• _Task goal_: Repeat exactly the lines of the entries below from the one with "pinky dip: (1090, 852)" through the one with "index mcp: (1172, 800)", both ends included, and nothing else.

• _Dataset entries_:
::::
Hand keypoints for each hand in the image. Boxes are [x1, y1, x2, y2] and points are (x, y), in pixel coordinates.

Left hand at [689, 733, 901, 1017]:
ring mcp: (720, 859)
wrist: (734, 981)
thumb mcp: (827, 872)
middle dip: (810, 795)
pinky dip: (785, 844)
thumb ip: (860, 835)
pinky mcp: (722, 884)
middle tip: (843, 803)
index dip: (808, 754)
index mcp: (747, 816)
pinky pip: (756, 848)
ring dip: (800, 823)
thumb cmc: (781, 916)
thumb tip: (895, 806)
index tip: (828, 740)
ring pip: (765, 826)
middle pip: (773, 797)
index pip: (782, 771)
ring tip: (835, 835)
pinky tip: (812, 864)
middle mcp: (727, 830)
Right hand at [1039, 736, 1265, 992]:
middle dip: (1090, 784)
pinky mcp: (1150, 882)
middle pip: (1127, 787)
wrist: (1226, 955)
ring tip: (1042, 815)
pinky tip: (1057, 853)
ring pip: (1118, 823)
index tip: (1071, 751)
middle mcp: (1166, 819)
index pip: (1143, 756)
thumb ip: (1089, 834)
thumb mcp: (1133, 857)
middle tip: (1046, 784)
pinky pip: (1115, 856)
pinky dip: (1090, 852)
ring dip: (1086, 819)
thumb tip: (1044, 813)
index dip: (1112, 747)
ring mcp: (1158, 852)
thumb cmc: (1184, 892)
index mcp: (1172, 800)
::::
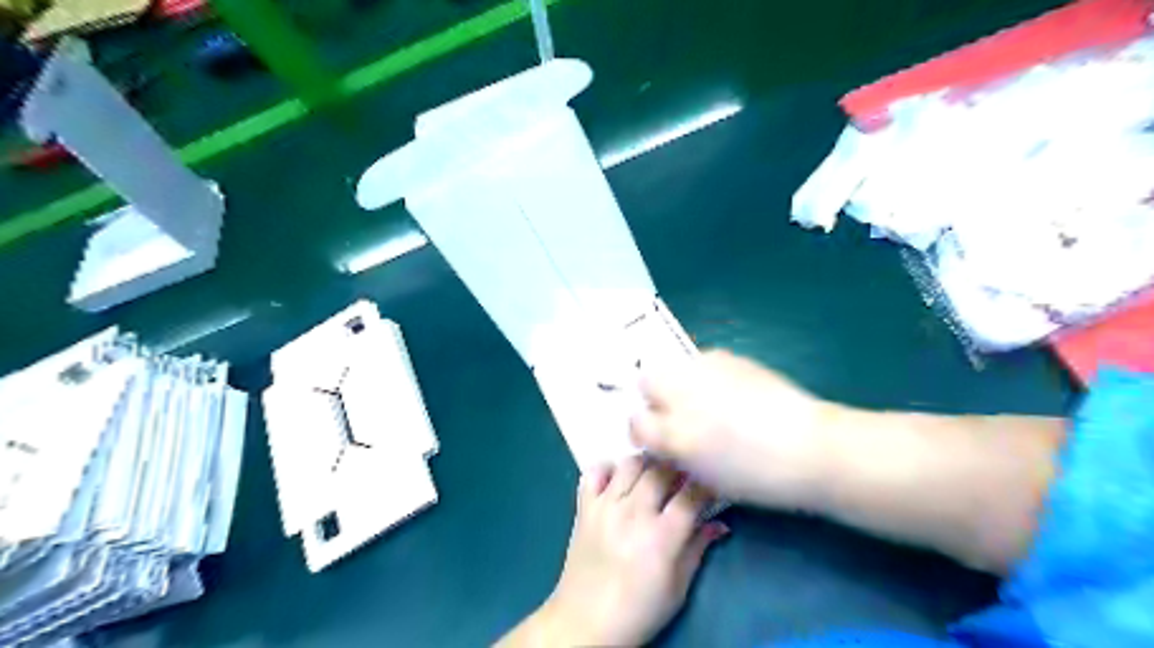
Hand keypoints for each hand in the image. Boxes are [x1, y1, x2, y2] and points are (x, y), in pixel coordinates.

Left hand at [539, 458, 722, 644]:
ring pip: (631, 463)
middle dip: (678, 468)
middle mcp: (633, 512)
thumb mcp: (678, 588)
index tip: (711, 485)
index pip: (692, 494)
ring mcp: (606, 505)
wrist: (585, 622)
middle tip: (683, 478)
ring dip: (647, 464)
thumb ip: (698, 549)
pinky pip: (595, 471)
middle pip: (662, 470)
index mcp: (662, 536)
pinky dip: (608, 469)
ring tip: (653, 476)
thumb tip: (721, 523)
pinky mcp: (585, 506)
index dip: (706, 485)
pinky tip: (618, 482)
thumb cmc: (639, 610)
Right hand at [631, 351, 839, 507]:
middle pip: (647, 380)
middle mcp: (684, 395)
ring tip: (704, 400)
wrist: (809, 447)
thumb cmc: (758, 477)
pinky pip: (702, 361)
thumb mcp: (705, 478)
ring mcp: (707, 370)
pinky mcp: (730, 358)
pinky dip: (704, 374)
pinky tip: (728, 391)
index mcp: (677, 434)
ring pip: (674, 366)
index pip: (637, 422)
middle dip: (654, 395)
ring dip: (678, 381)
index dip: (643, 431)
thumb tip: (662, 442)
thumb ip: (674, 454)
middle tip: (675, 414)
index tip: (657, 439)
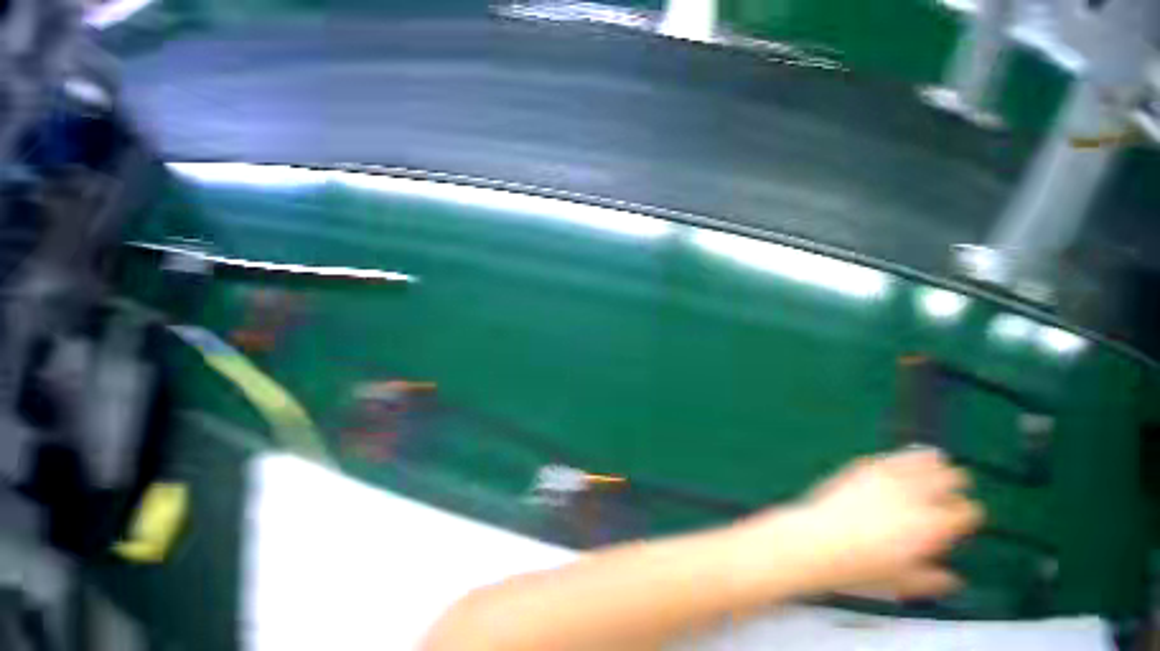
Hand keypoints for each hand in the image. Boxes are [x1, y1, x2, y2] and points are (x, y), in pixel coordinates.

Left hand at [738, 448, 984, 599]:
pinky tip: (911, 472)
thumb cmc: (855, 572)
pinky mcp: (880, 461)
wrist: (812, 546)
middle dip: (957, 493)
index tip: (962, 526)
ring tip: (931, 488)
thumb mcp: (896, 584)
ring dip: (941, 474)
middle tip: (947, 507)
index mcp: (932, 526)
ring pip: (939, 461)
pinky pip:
::::
• _Final answer_:
pinky dip: (1090, 852)
ring dip: (1086, 819)
thumb tip: (1044, 813)
index dip: (1112, 747)
ring mcp: (1158, 852)
thumb cmc: (1184, 892)
index mcp: (1172, 800)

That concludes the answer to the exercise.